Problem to solve: Could you please find each line in the records that contains the word "roads" and copy it?

Stored data
--------------------------------

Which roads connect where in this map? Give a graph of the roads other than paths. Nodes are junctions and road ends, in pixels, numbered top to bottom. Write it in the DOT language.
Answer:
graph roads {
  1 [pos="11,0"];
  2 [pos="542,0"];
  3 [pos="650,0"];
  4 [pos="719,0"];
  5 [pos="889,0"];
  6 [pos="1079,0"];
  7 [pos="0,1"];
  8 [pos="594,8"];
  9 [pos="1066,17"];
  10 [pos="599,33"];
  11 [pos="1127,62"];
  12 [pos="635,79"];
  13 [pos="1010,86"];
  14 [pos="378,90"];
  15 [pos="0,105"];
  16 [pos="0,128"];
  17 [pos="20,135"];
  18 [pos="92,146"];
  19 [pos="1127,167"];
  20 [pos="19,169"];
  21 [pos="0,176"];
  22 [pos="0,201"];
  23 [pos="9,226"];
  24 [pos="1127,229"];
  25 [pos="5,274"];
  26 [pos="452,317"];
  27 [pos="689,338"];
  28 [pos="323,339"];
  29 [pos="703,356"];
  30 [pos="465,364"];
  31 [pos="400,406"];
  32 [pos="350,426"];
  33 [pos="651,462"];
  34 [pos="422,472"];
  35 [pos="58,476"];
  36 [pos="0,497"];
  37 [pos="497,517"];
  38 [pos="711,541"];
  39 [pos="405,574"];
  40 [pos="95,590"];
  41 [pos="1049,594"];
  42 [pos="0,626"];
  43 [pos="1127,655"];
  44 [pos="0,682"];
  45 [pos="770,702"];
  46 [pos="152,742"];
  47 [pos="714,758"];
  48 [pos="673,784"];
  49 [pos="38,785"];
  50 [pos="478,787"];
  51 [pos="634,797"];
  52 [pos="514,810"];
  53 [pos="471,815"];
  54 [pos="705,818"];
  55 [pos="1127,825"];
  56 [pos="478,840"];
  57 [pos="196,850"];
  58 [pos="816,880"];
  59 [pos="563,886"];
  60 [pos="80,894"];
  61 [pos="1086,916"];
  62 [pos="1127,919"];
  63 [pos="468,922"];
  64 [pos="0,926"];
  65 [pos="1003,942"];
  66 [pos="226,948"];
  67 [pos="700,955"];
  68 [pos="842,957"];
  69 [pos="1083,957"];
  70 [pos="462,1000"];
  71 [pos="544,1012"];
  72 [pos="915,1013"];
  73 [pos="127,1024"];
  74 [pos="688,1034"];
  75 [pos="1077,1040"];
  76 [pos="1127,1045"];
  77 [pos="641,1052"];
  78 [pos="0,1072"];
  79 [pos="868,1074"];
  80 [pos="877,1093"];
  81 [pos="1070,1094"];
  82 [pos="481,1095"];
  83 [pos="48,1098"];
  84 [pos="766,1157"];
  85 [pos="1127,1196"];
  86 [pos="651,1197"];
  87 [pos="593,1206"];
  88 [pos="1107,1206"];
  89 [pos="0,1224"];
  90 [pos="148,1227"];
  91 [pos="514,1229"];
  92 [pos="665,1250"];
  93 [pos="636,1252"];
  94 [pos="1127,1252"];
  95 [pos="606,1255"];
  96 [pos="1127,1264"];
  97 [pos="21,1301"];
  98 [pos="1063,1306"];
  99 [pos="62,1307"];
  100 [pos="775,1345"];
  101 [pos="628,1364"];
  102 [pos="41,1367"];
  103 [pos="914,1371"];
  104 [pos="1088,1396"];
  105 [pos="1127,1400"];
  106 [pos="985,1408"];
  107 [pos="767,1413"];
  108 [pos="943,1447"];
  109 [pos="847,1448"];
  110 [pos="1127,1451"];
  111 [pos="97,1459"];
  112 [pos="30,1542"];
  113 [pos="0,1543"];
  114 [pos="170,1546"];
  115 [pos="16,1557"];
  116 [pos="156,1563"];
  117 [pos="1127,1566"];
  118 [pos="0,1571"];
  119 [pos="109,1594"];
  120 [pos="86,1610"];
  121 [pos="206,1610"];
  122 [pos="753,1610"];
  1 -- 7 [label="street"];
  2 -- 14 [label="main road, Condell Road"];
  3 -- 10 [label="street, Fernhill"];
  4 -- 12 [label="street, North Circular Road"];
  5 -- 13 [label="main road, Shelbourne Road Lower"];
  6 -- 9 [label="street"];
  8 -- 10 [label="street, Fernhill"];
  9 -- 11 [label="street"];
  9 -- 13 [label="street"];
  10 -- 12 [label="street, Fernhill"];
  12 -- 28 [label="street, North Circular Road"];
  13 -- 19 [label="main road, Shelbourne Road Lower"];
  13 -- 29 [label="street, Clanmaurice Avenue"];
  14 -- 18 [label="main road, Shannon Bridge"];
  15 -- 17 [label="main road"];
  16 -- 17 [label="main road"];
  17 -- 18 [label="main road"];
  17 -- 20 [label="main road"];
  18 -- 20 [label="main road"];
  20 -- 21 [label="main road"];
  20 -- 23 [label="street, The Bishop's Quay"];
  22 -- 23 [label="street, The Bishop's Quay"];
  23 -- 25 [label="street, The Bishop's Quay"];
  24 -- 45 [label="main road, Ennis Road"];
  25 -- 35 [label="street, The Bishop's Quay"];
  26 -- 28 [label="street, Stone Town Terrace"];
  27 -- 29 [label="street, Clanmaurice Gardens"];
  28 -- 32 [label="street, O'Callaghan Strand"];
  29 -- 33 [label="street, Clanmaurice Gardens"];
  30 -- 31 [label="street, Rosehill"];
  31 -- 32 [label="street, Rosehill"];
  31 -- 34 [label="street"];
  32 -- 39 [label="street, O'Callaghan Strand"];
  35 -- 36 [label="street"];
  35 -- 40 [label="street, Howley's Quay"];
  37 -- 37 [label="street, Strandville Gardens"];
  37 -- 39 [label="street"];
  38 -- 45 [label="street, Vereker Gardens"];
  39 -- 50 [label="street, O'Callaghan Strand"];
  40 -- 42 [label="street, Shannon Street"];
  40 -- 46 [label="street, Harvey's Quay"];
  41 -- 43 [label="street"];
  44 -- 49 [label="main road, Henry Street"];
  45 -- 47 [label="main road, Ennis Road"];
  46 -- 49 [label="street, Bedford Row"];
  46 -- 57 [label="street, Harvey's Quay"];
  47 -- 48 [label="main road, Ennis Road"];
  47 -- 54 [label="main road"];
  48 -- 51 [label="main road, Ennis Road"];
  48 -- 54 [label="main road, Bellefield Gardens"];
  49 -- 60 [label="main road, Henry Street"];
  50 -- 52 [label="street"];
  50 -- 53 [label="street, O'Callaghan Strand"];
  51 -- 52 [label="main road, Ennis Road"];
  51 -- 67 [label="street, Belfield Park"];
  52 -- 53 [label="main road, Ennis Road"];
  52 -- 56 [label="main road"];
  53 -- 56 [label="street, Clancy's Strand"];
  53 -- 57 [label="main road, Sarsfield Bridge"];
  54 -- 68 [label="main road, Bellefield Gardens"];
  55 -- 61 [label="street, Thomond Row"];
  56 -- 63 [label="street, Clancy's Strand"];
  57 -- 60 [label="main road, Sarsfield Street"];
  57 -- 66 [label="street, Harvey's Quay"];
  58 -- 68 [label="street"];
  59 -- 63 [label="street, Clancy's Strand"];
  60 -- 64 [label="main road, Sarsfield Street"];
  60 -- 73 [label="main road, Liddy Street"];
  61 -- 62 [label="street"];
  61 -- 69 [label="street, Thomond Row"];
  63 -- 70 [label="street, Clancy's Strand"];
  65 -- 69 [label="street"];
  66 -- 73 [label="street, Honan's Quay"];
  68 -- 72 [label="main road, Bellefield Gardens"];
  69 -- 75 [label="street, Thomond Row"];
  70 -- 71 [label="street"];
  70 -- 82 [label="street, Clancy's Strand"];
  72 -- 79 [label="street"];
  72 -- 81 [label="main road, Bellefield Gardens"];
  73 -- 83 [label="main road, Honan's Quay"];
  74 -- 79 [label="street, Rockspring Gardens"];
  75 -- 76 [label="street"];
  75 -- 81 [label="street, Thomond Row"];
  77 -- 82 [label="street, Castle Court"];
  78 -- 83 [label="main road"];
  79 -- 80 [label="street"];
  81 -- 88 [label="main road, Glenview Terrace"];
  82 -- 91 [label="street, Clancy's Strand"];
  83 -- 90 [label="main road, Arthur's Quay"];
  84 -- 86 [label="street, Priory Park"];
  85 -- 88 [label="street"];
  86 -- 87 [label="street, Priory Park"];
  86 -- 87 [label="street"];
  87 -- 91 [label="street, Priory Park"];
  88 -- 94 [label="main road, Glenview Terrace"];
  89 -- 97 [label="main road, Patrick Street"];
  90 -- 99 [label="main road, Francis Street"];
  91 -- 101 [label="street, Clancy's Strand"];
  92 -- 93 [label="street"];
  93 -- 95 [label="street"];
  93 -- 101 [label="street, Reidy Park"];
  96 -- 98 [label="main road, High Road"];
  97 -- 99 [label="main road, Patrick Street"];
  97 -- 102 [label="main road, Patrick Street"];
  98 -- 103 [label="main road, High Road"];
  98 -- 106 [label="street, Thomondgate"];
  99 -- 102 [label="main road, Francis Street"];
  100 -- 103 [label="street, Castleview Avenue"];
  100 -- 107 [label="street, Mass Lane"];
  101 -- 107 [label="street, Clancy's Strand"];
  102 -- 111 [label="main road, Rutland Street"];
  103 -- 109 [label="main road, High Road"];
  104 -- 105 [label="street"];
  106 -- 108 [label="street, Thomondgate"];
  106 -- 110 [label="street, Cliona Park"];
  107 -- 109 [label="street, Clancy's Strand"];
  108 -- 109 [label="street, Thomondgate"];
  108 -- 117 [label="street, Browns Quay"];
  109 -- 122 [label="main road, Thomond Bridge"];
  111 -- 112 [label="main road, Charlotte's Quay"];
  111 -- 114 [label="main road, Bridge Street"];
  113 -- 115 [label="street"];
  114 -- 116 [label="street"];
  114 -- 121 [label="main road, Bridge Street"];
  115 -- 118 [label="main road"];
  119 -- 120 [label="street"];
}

--------------------------------

Result of the task:
Which roads connect where in this map? Give a graph of the roads other than paths. Nodes are junctions and road ends, in pixels, numbered top to bottom. Write it in the DOT language.
graph roads {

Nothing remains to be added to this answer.